> _Data_:
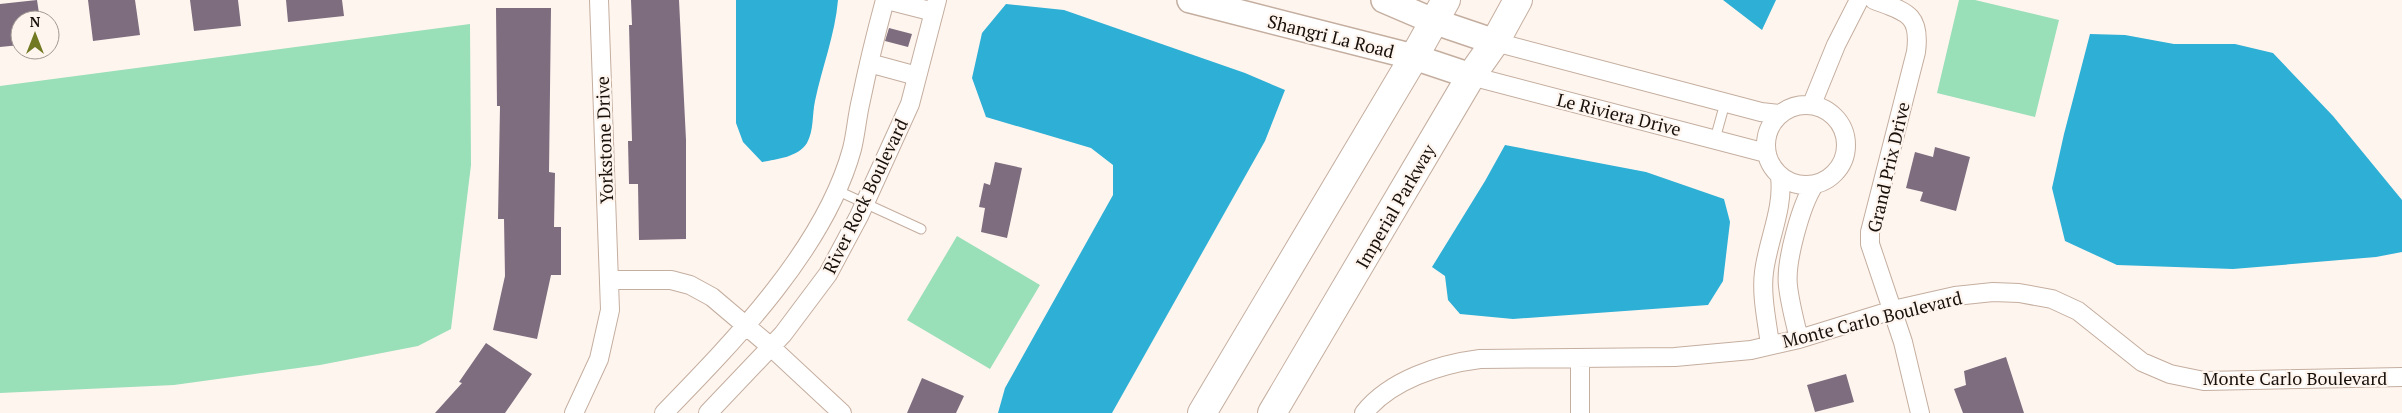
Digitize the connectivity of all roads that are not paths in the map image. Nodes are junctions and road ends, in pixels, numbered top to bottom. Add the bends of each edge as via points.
1 (599, 0) edge
2 (886, 0) edge
3 (1190, 0) edge
4 (1384, 0) edge
5 (1518, 0) edge
6 (1859, 0) edge
7 (1874, 0) edge
8 (936, 6) edge
9 (1439, 10) edge
10 (1495, 42) junction
11 (1414, 57) junction
12 (869, 63) junction
13 (918, 76) junction
14 (1471, 76) junction
15 (1725, 103) junction
16 (1812, 104) junction
17 (1779, 114) junction
18 (1715, 139) junction
19 (1766, 153) junction
20 (1780, 177) junction
21 (1814, 185) junction
22 (835, 190) junction
23 (865, 203) junction
24 (921, 229) dead end
25 (610, 280) junction
26 (1892, 310) junction
27 (746, 325) junction
28 (1798, 339) junction
29 (1770, 345) junction
30 (771, 347) junction
31 (1580, 359) junction
32 (2402, 377) edge
33 (574, 413) edge
34 (664, 413) edge
35 (708, 413) edge
36 (842, 413) edge
37 (1202, 413) edge
38 (1272, 413) edge
39 (1364, 413) edge
40 (1580, 413) edge
41 (1920, 413) edge

1 - 25 street, Yorkstone Drive
2 - 8 street
2 - 12 street, River Rock Boulevard
3 - 11 street, Shangri La Road
4 - 9 street
5 - 10 main road, Imperial Parkway
6 - 16 street
7 - 26 street, Grand Prix Drive via 1910,17 1918,34 1870,232 1870,244
8 - 13 street, River Rock Boulevard
9 - 10 street
9 - 11 main road
10 - 14 main road, Imperial Parkway
10 - 15 street, Le Riviera Drive
11 - 14 street, Shangri La Road
11 - 37 main road
12 - 13 street
12 - 22 street, River Rock Boulevard via 852,148
13 - 23 street, River Rock Boulevard via 910,104
14 - 18 street, Le Riviera Drive
14 - 38 main road, Imperial Parkway
15 - 17 street, Le Riviera Drive
15 - 18 lane
16 - 17 street via 1800,104
16 - 21 street via 1834,115 1842,125 1847,150 1836,172
17 - 19 street via 1770,126
18 - 19 street, Le Riviera Drive
19 - 20 street
20 - 21 street via 1802,185
20 - 29 street via 1780,198 1762,283
21 - 28 street via 1807,195 1787,273
22 - 23 lane
22 - 27 street, River Rock Boulevard via 822,219 775,291
23 - 24 lane
23 - 30 street, River Rock Boulevard via 828,274
25 - 27 street via 671,280 690,285 712,297
25 - 33 street, Yorkstone Drive via 610,310 598,359
26 - 28 street, Monte Carlo Boulevard
26 - 32 street, Monte Carlo Boulevard via 1976,292 2019,293 2052,299 2078,311 2142,362 2170,374 2204,381
26 - 41 street, Grand Prix Drive
27 - 30 street
27 - 34 street, River Rock Boulevard
28 - 29 street, Monte Carlo Boulevard
29 - 31 street, Monte Carlo Boulevard via 1751,350 1675,357
30 - 35 street, River Rock Boulevard
30 - 36 street
31 - 39 street, Monte Carlo Boulevard via 1457,362 1406,382 1386,393
31 - 40 street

> _Task directions_: Every line of the entries that includes "Yorkstone" must be copied into the answer.

> _Task answer_:
1 - 25 street, Yorkstone Drive
25 - 33 street, Yorkstone Drive via 610,310 598,359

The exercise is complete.